Converting from Windows 1252 to UTF8 in Java: null characters with CharsetDecoder/Encoder

Tags:

encoding

I know it's a very general question but I'm becoming mad.

I used this code:

String ucs2Content = new String(bufferToConvert, inputEncoding);        
        byte[] outputBuf = ucs2Content.getBytes(outputEncoding);        
        return outputBuf;

But I read that is better to use CharsetDecoder and CharsetEncoder (I have contents with some character probably outside the destination encoding). I've just written this code but that has some problems:

// Create the encoder and decoder for Win1252
Charset charsetInput = Charset.forName(inputEncoding);
CharsetDecoder decoder = charsetInput.newDecoder();

Charset charsetOutput = Charset.forName(outputEncoding);
CharsetEncoder encoder = charsetOutput.newEncoder();

// Convert the byte array from starting inputEncoding into UCS2
CharBuffer cbuf = decoder.decode(ByteBuffer.wrap(bufferToConvert));

// Convert the internal UCS2 representation into outputEncoding
ByteBuffer bbuf = encoder.encode(CharBuffer.wrap(cbuf));
return bbuf.array();

Indeed this code appends to the buffer a sequence of null character!!!!!
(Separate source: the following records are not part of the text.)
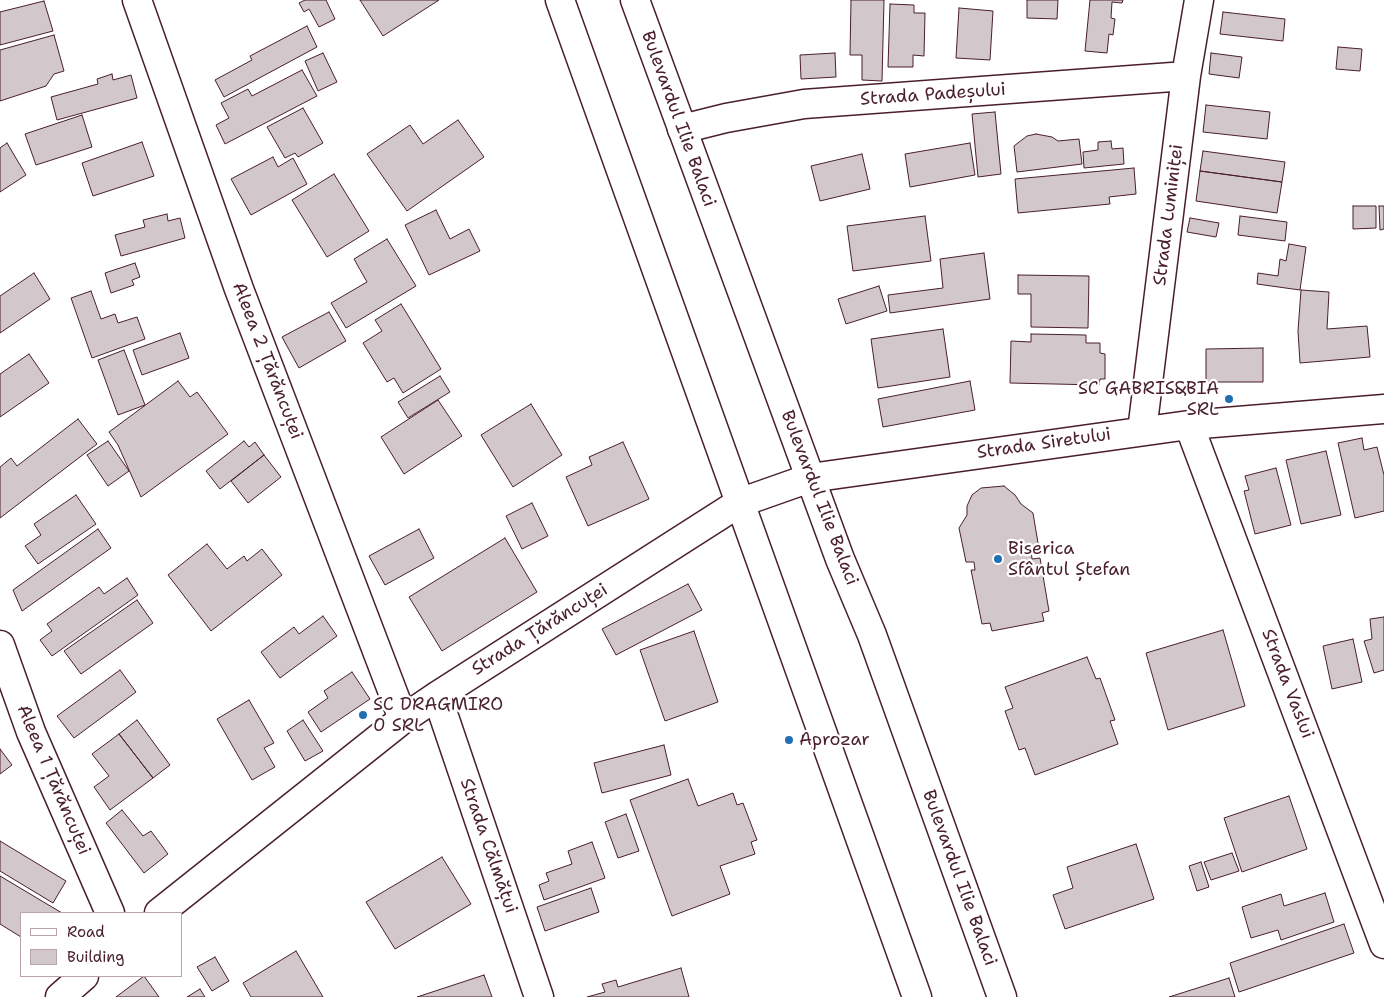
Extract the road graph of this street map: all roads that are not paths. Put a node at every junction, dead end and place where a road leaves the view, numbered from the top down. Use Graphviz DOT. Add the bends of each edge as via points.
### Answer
graph roads {
  1 [pos="137,0"];
  2 [pos="560,0"];
  3 [pos="635,0"];
  4 [pos="1199,0"];
  5 [pos="1186,76"];
  6 [pos="682,129"];
  7 [pos="1384,409"];
  8 [pos="1189,425"];
  9 [pos="1142,430"];
  10 [pos="810,478"];
  11 [pos="739,503"];
  12 [pos="0,645"];
  13 [pos="437,696"];
  14 [pos="403,719"];
  15 [pos="110,912"];
  16 [pos="160,912"];
  17 [pos="1384,944"];
  18 [pos="83,977"];
  19 [pos="60,997"];
  20 [pos="539,997"];
  21 [pos="917,997"];
  22 [pos="1002,997"];
  1 -- 14 [label="street, Aleea 2 Țărăncuței" via="239,289"];
  2 -- 11 [label="street"];
  3 -- 6 [label="street, Bulevardul Ilie Balaci"];
  4 -- 5 [label="street, Strada Luminiței"];
  5 -- 6 [label="street, Strada Padeșului" via="804,104"];
  5 -- 9 [label="street, Strada Luminiței"];
  6 -- 10 [label="street, Bulevardul Ilie Balaci"];
  7 -- 8 [label="street, Strada Siretului"];
  8 -- 9 [label="street, Strada Siretului"];
  8 -- 17 [label="street, Strada Vaslui"];
  9 -- 10 [label="street, Strada Siretului"];
  10 -- 11 [label="street, Strada Siretului"];
  10 -- 22 [label="street, Bulevardul Ilie Balaci" via="872,635"];
  11 -- 13 [label="street, Strada Țărăncuței"];
  11 -- 21 [label="street"];
  12 -- 15 [label="street, Aleea 1 Țărăncuței" via="31,732"];
  13 -- 14 [label="street, Strada Țărăncuței"];
  13 -- 20 [label="street, Strada Călmățui"];
  14 -- 16 [label="street, Strada Țărăncuței"];
  18 -- 19 [label="street"];
}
Could someone tell me where is the problem? I'm not so skilled with encoding conversion in Java.

Is there a better way to convert encoding in Java?

744

asked May 25 '11 16:05

robob

2 Answers

Your problem is that ByteBuffer.array() returns a direct reference to the array used as backing store for the ByteBuffer and not a copy of the backing array's valid range. You have to obey bbuf.limit() (as Peter did in his response) and just use the array content from index 0 to bbuf.limit()-1.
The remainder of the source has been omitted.